Raduva an eco-champ
15 January, 2021, 1:15 am
Being an eco-champ is not an easy task for a teenager.
Balancing school work while being an active force in the environmental field can be quite strenuous.
But the 17-year-old, St Joseph’s Secondary School student AnnMary Raduva, has made it seem almost easy, judging by the many accolades and praise she has received while attaining good grades in school at the same time.
Raduva, who hails from Viwa, Tailevu, with maternal links to Malha’a, Rotuma, has been a trailblazing figure with her many environmental campaigns from mangrove planting at the Nasese foreshore, “Say No To Balloon Release” campaign as well as collecting and distributing dignity packs with her two sisters for women and girls affected by Tropical Cyclone Harold and STC Yasa.
The soft-spoken lass said she was first inspired to become involved with the environment after watching a YouTube video of a turtle die from swallowing a balloon fragment.
“I cried and thought how cruel we can be when we don’t think of the other animals that call our planet home,” Raduva said.
This inspired her to draft a campaign strategy with the help of her parents, calling for a ban on balloon releasing in social events, naming it the “Say No to Balloon Release Campaign.”
This campaign was not all smooth-sailing with some people calling the campaign an intrusion on their event management and so Raduva turned to a much eco-friendlier alternative planting mangroves.
“I took the initiative to plant mangroves as a better alternative to balloon-releasing and since 2018 I have organised and planted close to 40,000 mangrove propagules along the Suva foreshore with the help of young ecochamp members, families, friends and schoolmates.”
When not tackling world issues, Raduva has a variety of hobbies to keep her focused and relaxed.
“I take prayer walks with my family to Suva’s foreshore and also like helping out in the kitchen.
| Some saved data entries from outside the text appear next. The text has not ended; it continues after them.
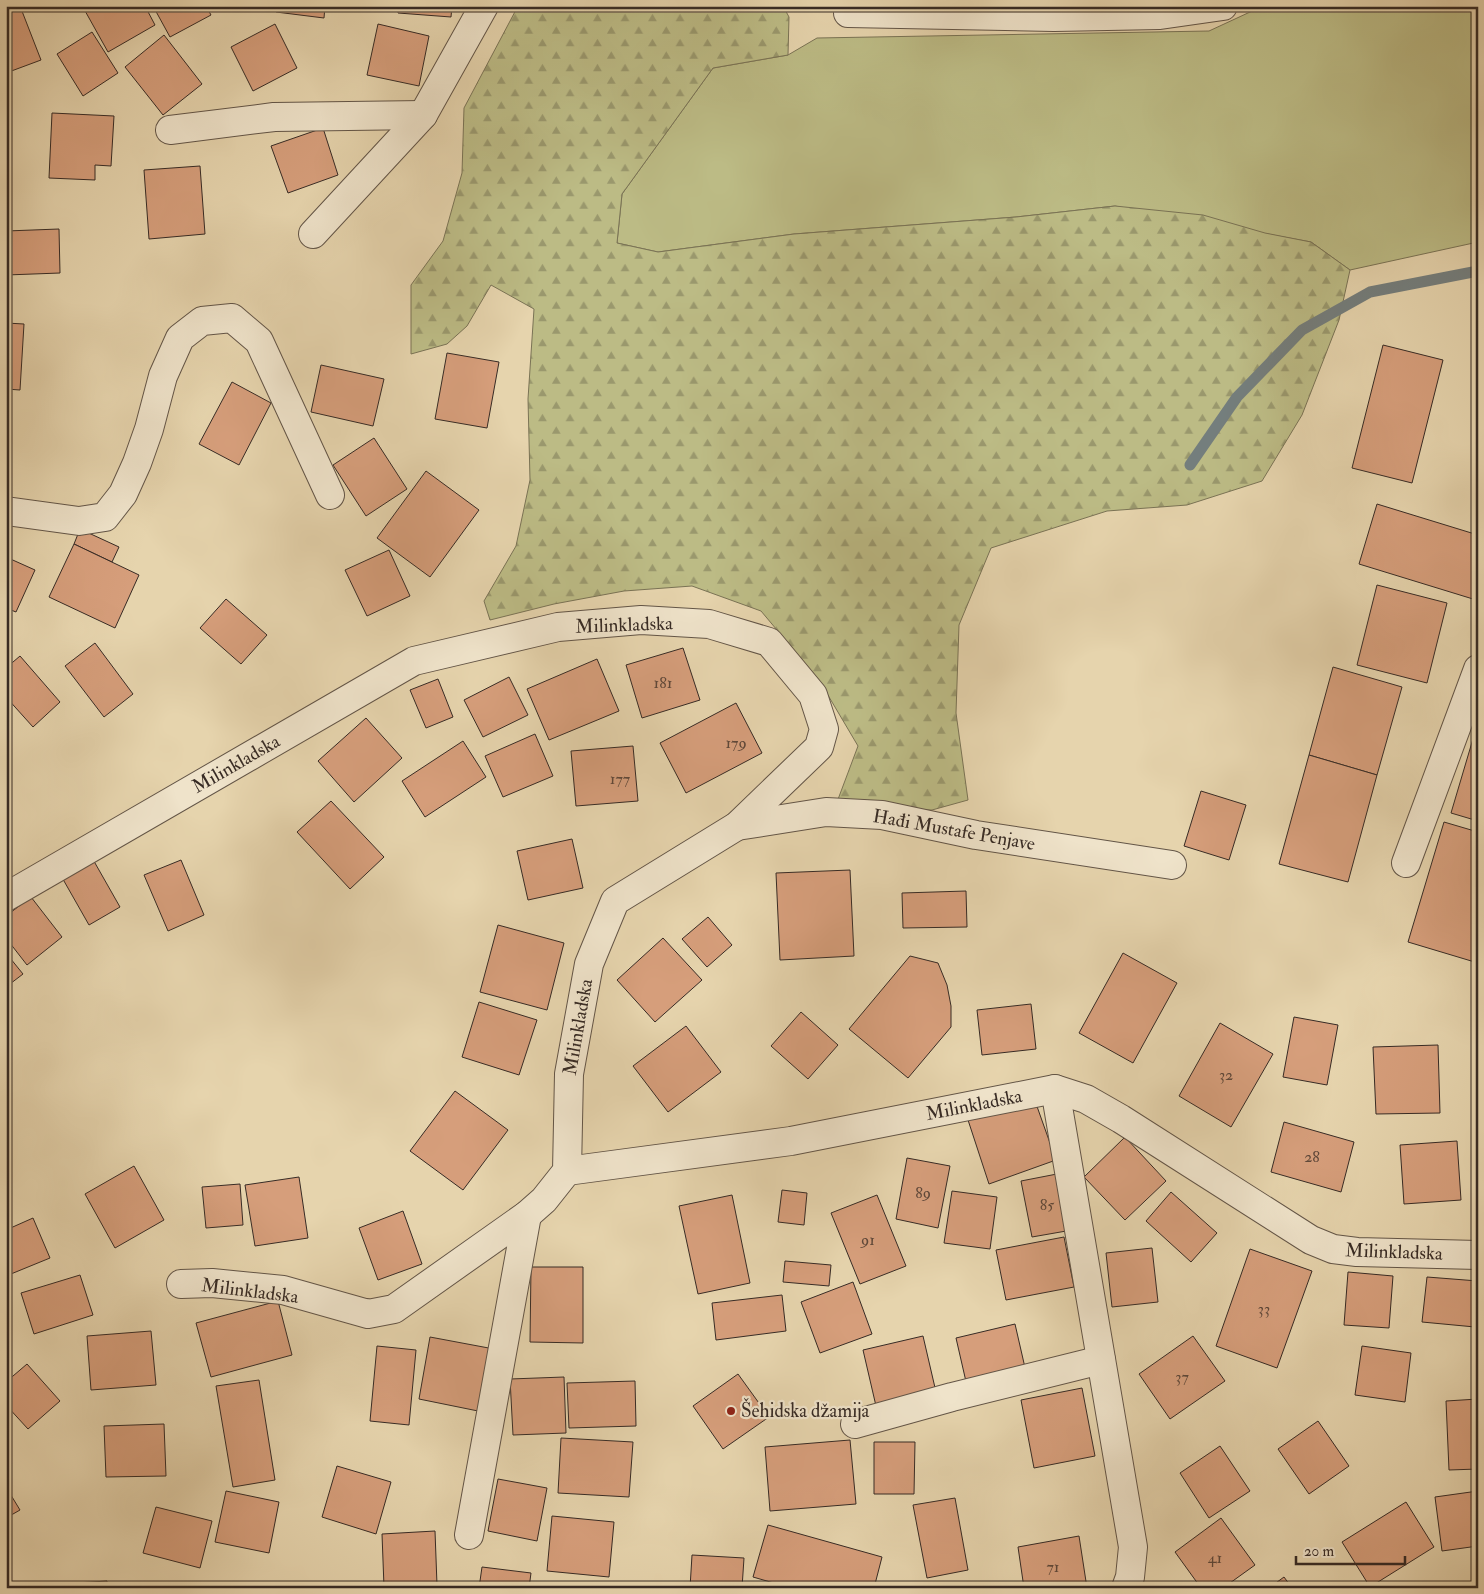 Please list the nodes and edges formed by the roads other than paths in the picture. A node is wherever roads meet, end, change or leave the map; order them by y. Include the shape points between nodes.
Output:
1 (484, 6) edge
2 (1223, 6) edge
3 (848, 13) dead end
4 (423, 115) junction
5 (170, 130) dead end
6 (313, 234) dead end
7 (330, 495) dead end
8 (6, 511) edge
9 (1478, 669) edge
10 (737, 826) junction
11 (1406, 863) dead end
12 (1172, 865) dead end
13 (6, 897) edge
14 (1055, 1089) junction
15 (567, 1171) junction
16 (527, 1215) junction
17 (1478, 1255) edge
18 (181, 1284) dead end
19 (1101, 1360) junction
20 (855, 1424) dead end
21 (469, 1535) dead end
22 (1126, 1588) edge

1 - 4 street
2 - 3 street via 1160,16
4 - 5 street via 274,117
4 - 6 street
7 - 8 street via 260,342 232,318 202,321 180,338 163,376 137,463 123,494 105,517 79,521
9 - 11 street
10 - 12 street, Hađi Mustafe Penjave via 826,812 882,816 976,835
10 - 13 street, Milinkladska via 819,747 824,729 814,695 769,642 709,624 641,620 558,627 414,661
10 - 15 street, Milinkladska via 615,901 589,964 569,1074
14 - 15 street, Milinkladska via 791,1141
14 - 17 street, Milinkladska via 1086,1099 1121,1119 1311,1240 1333,1249
14 - 19 street
15 - 16 street, Milinkladska
16 - 18 street, Milinkladska via 394,1309 368,1314 282,1290 212,1283
16 - 21 street
19 - 20 street via 952,1396
19 - 22 street via 1133,1547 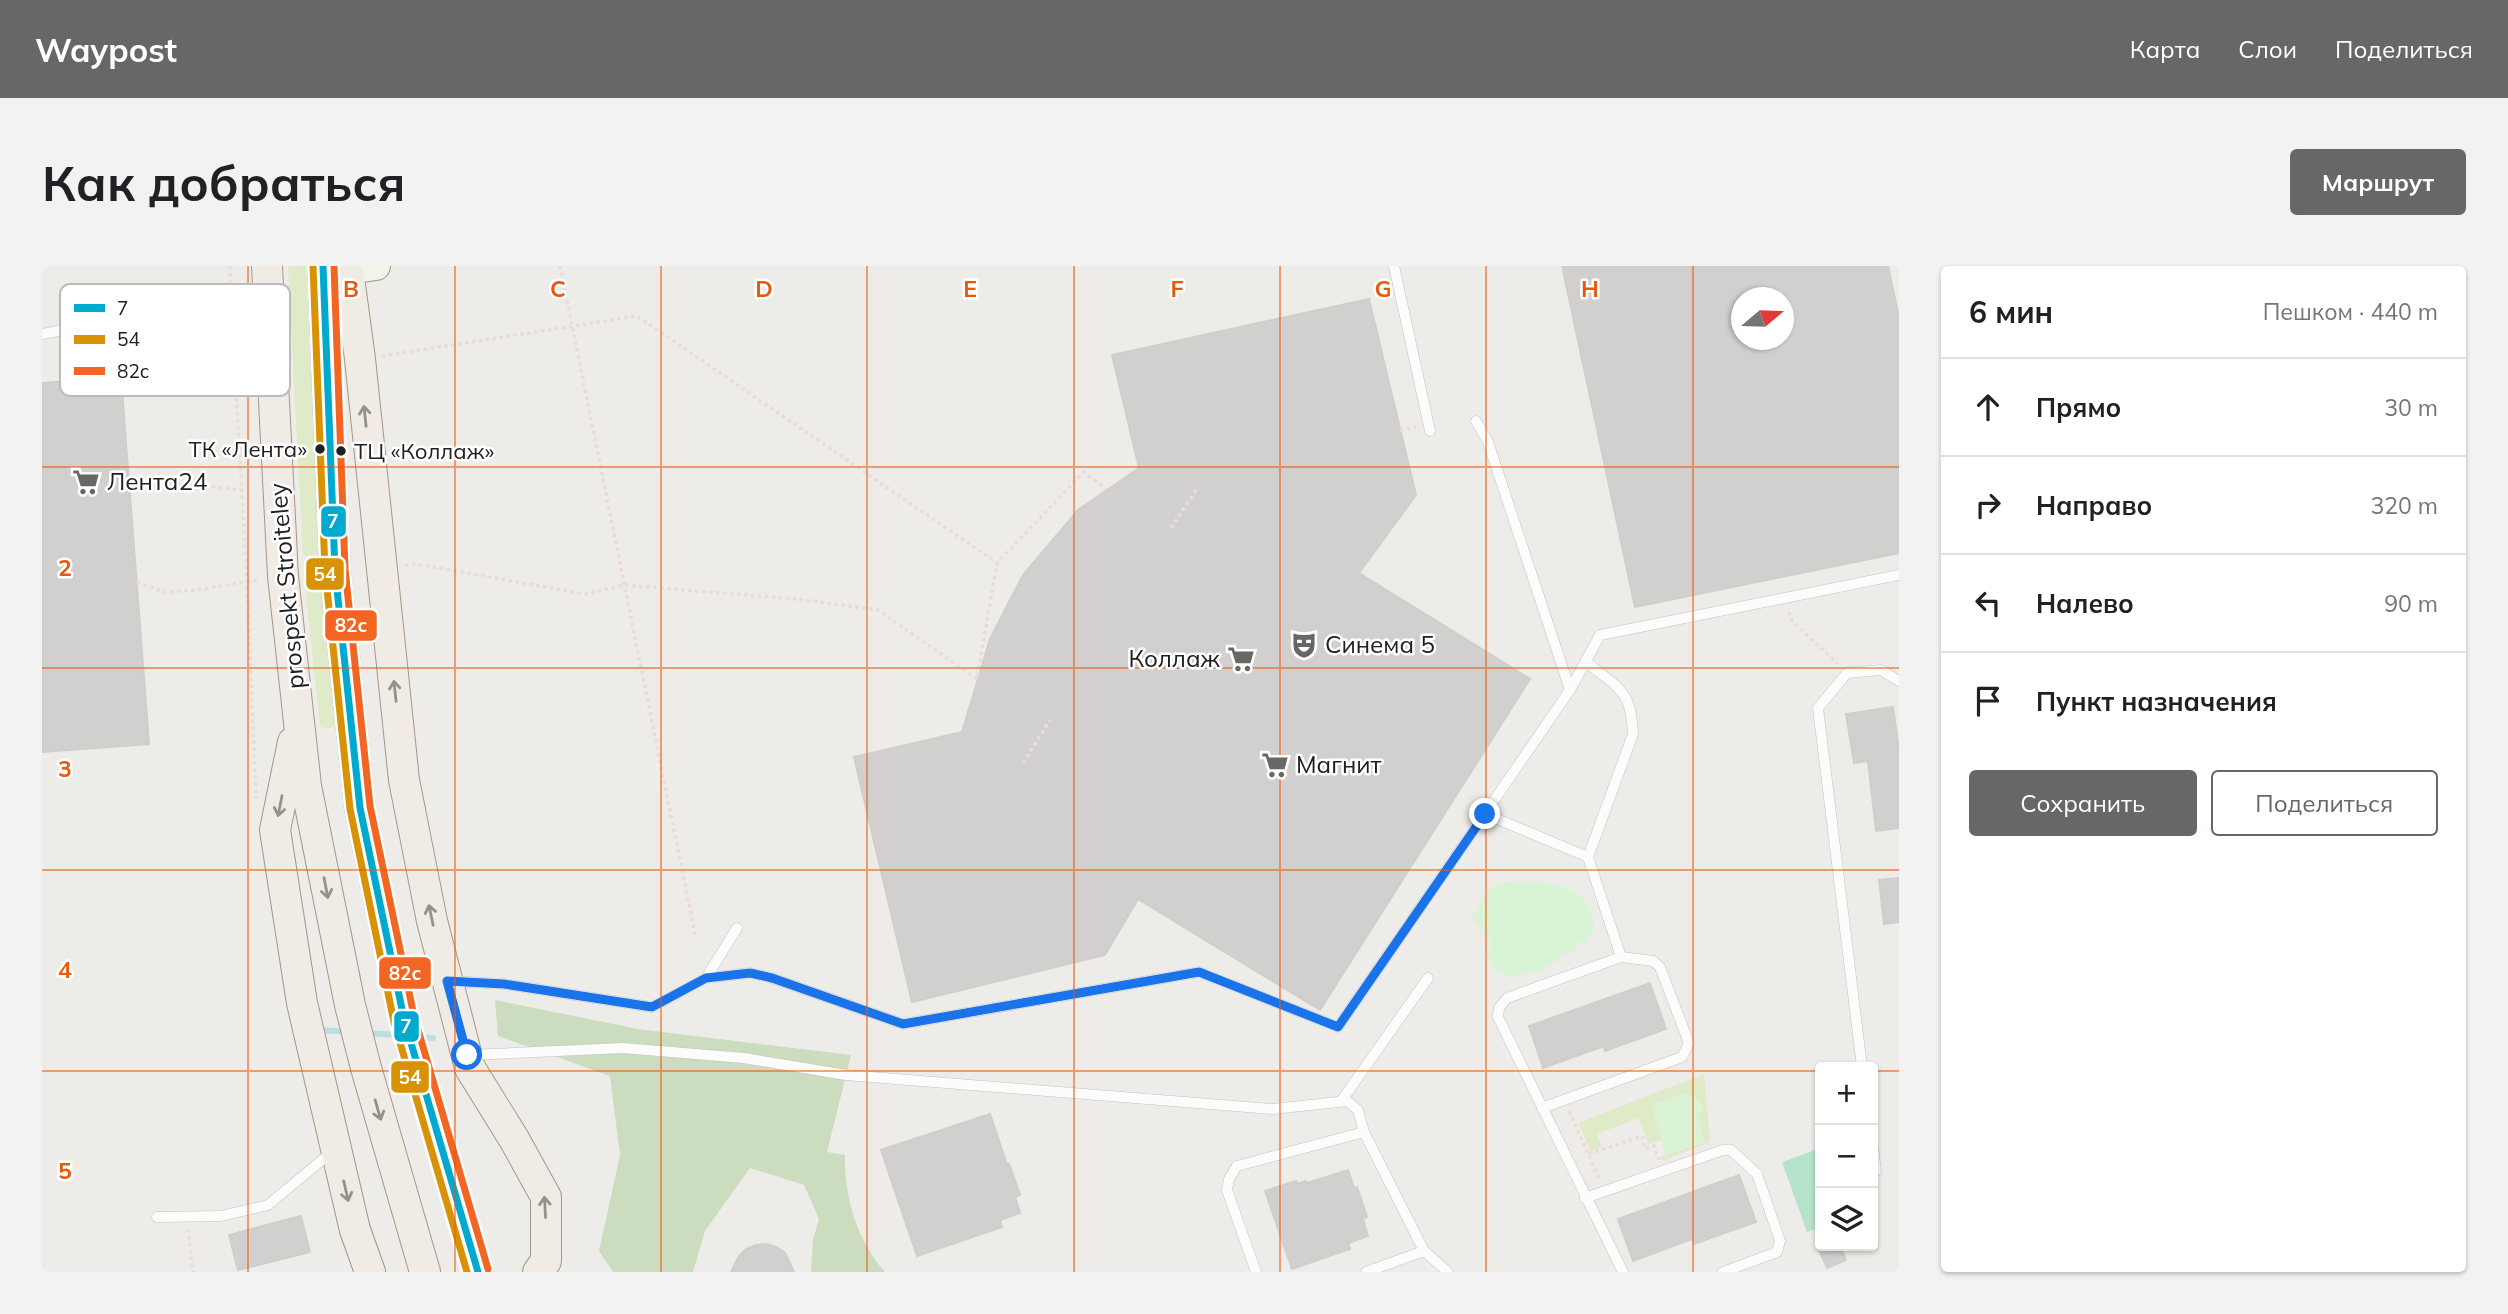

I love to learn how to cook authentic Fijian and Rotuman dishes.”
Raduva also likes to keep an active lifestyle outdoors by gardening or playing any kind of outdoor sports.
Her resume is an impressive one considering she is only 17 years old and she credits that to her humble upbringing.
“My inspiration comes from my late grandfather (tukaqu) as he taught me to live a minimalist life and he was also very empowering in his spiritual teachings about our responsibility to protect our environment.”
Her maternal grandfather (ma’piga), based in United Arab Emirates (UAE), has also been inspirational in empowering her and one whom she discusses her ideas with.
One thing Raduva hopes to change in Fiji is the culture of pollution that is prevalent among the people.
“It starts from home my parents were very particular about waste management and it annoys me when I see an adult littering or a small kid unconsciously littering in front of adults and no one really cares to correct the child.”